Malawian COVID-19 survivors on quest to minimize stigma
Malawians who recovered from COVID-19 have embarked on an initiative of sharing their COVID-19 experience into communities.
Felix Khonje, a primary school teacher, who was once tested positive is empowering people in his community about the effects of stigma on people with COVID-19 prevention and dealing away with myths and misconceptions.
At first, it was very hard for Khonje to share his COVID-19 experience among his fellows because of the beliefs and myths about the pandemic that people had in the area.
According to him, stigma and discrimination have a lot of effects on people who have tested positive, therefore, there is a need to connect the gap between the patients and people in the community to ensure that COVID-19 patients are not stigmatized.

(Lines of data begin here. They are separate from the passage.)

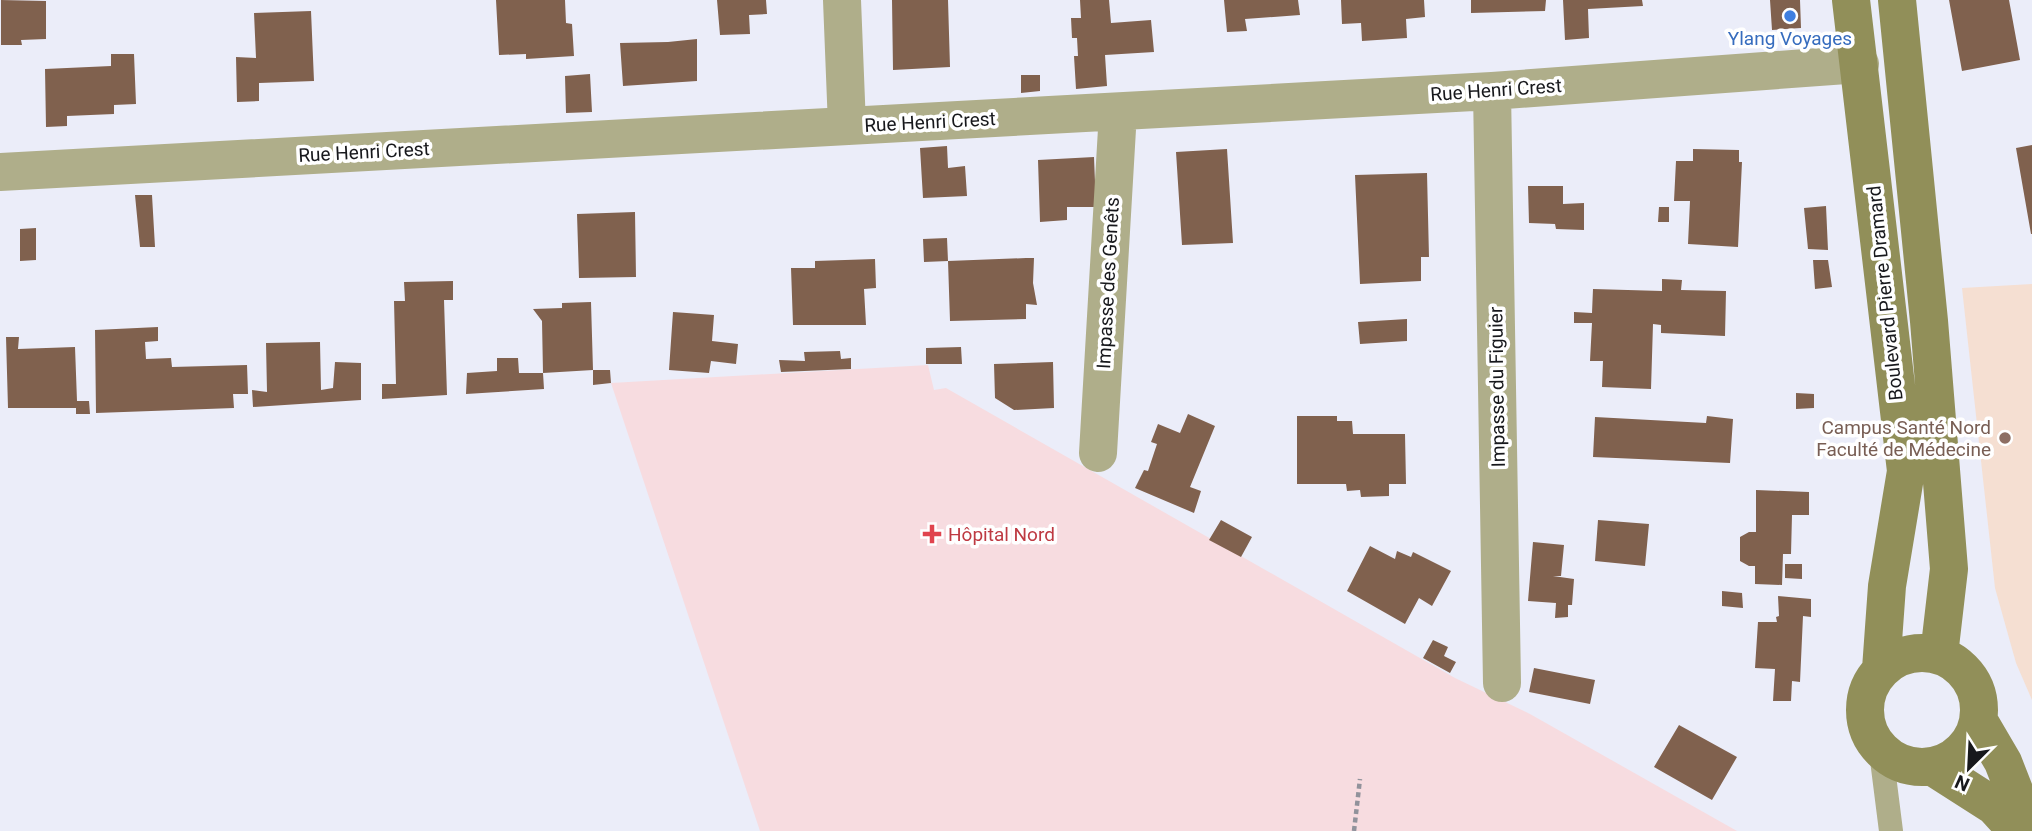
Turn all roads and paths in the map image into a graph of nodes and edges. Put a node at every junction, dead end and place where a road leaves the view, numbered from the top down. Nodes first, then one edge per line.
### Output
1 (842, 0) edge
2 (1851, 0) edge
3 (1897, 0) edge
4 (1860, 64) junction
5 (1492, 92) junction
6 (1118, 112) junction
7 (847, 126) junction
8 (0, 172) edge
9 (1098, 453) dead end
10 (1939, 655) junction
11 (1881, 669) junction
12 (1502, 683) dead end
13 (1979, 721) junction
14 (1881, 752) junction
15 (1933, 767) junction
16 (1360, 779) dead end
17 (1354, 831) edge
18 (1891, 831) edge
19 (2017, 831) edge
20 (2030, 831) edge

1 - 7 street
2 - 4 street, Boulevard Pierre Dramard
3 - 10 street, Boulevard Pierre Dramard
4 - 5 street, Rue Henri Crest
4 - 11 street, Boulevard Pierre Dramard
5 - 6 street, Rue Henri Crest
5 - 12 street, Impasse du Figuier
6 - 7 street, Rue Henri Crest
6 - 9 street, Impasse des Genêts
7 - 8 street, Rue Henri Crest
10 - 11 street
10 - 13 street
11 - 14 street
13 - 15 street
13 - 20 street
14 - 15 street
14 - 18 lane
15 - 19 street
16 - 17 path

"After my recovery, my life was a bit hard because people could not come near me because in their mind I was unclean. Oftentimes, people that knew my story could run away once they see me in fear that I am going to spread the virus to them, a development that was so stressful," he said.
He then decided to spread the messages of COVID-19 to people in his community to empower them with proper information about the pandemic.
"People should know that discrimination has a lot of effects on the patients and people who have just recovered," he said.
"I thank my family for their continued support during the time of my suffering. People should learn that psychological support is also important in dealing with COVID-19 patients, if it wasn't for my family, the situation could be worse," he said.
A good number of people who were once tested positive are now sharing their experiences with people to ensure that people are getting encouraged in the battle against the pandemic.
Recently published literature is showing that the pandemic has been instrumental in creating a dramatic shift from people's need to live in mutual association toward a desire to stigmatize others.
Meanwhile, one of the renowned psychologists in Malawi Chiwoza Bandawe has said that it is important to look at one's mental health during this time of COVID-19.
"The pandemic's second wave arises from the loss of livelihoods, loved ones, and companionship, that give life meaning and purpose, leaving people bare-left. The need for counseling and care is greater than ever before," he said.